Di depannya salah satu kawannya mulai benggong, Al kenapa diam saja, ayo giliran kita untuk menggantikan yang kalah. Sapanya sambil ancang-ancang dengan kaki telanjang tanpa baju dan hanya mengenakan celana bola merah putih bernomor 10. Dengan mengangkat dirinya sebagai ronaldo, anak ini cukup pede dalam mengolah bola. Padahal biasa saja bahkan sering di jadikan anak bawang.
Oke ..jawab Al.
Bola di sepak dan ronde yang entah ke berapa di mulai. Gol demi gol hari ini membuat tim Al menjadi raja lapangan. Mungkin jika di piala dunia, tim ini sudah akan menjuarainya.
Setelah hampir 30 menit, pertandingan usai akibat kelelahan. Satu demi satu memilih bermain perahu, berselancar memakai papan cuci para ibu mereka dan lainya asik menikmato pantai sambil rebahan.
Al memilih bercengkrama dengan kakeknya. Sejak letusan gunung pada tahun 1988 itu, Al di rawat oleh kakeknya. Bersama satu saudaranya, riska mereka berdua adalah dua cucu kesayangan kakek dan nenek mereka sekaligus dua anak belia yang di cintai di kampungnya.

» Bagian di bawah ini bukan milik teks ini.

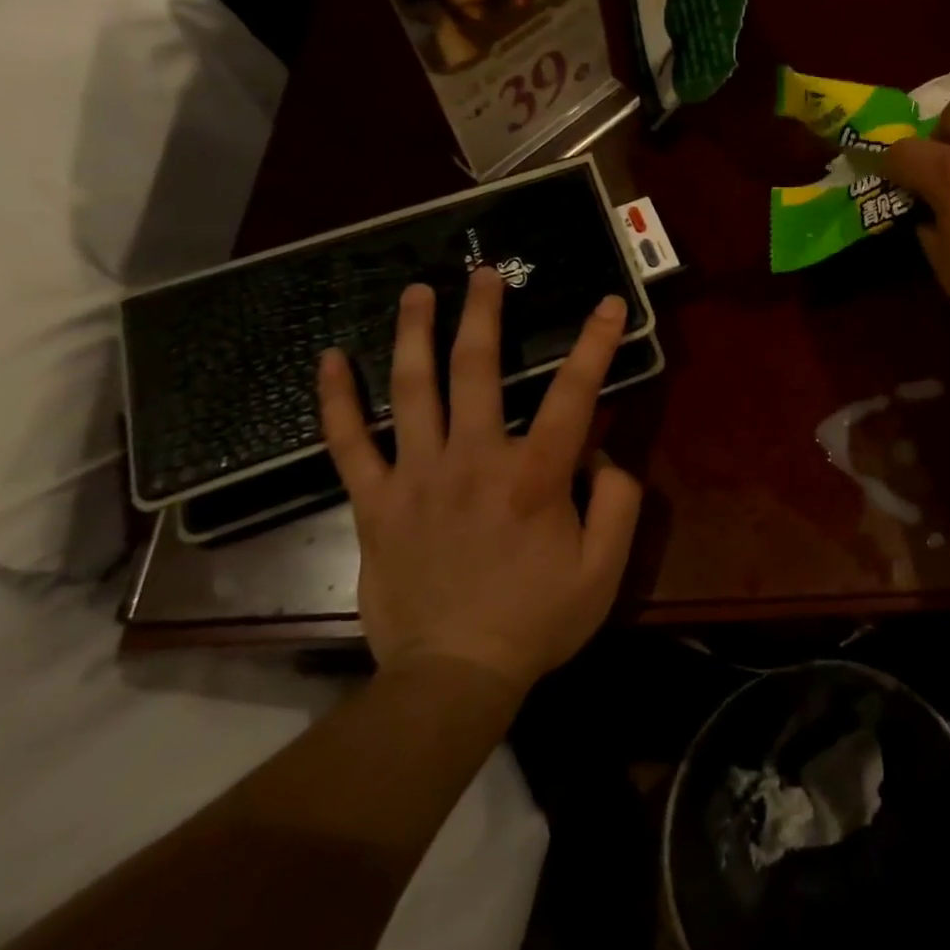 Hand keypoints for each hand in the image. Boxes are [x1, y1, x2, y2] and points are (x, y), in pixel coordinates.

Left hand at [316, 267, 641, 691]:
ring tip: (418, 291)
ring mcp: (416, 478)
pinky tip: (331, 360)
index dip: (595, 343)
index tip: (606, 304)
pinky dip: (337, 400)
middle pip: (477, 370)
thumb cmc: (536, 621)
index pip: (574, 393)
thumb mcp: (604, 570)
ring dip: (416, 333)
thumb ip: (618, 503)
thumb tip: (604, 456)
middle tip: (485, 273)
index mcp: (534, 476)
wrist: (453, 677)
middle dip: (485, 314)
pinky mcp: (375, 503)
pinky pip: (348, 444)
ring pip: (413, 390)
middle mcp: (473, 460)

Ya, karena sejak letusan itu, hanya mereka berdua yang di boyong kembali pulang dan tidak ada anak kecil lainya.Â
Kek..tidak memancing hari ini? Sebentar lagi al, kakek mau memancing cumi. Kamu mau ikut? Tidak kek, aku harus mengaji kalau tidak nanti di pukuli guru ngaji. Oh ya sudah, nanti malam habis ngaji tunggu kakek pulang memancing di pantai ya..Â
Iya kakek....
Sambil bercerita, suara beduk pertanda akan masul waktu magrib. Di kampung ini, beduk merupakan tanda panggilan jika masuk waktu shalat. Biasanya, para modim atau penjaga mesjid yang memiliki giliran sebagai penajaga waktu shalat selalu stan by di mesjid. Selama seminggu tiap modim menjalankan tugas tersebut dan selalu berurutan.
Ayo mandi supaya siap-siap kita shalat. Kata kakeknya, mereka pun berlari ke pantai dan mencelubkan diri setalah kemudian harus berlari ke sumur-sumur untuk berebut urutan timba "gayung" terlebih dahulu. Di kampung ini sejak gunung meletus, hanya ada dua sumur (parigi) yang di gunakan sedangkan lainya masih tertutup abu vulkanik.
Setelah shalat, Al dan anak-anak sebaya berbondong-bondong ke rumah seorang guru ngaji. Disana guru ngaji tersebut sudah menunggu. Dibantu oleh seorang muridnya yang di beri anugerah hafalan walaupun memiliki kekurangan fisik yakni buta. Ayat demi ayay di hafalkan.
Setelah selesai isya, Al dan Riska bergegas ke rumah panggung dan mengambil obor dan kemudian berlari ke pantai untuk menunggu sang kakek yang sedang melaut. Selang sejam nampak dari kejauhan teriakan sang kakek menandakan bahwa ia telah pulang.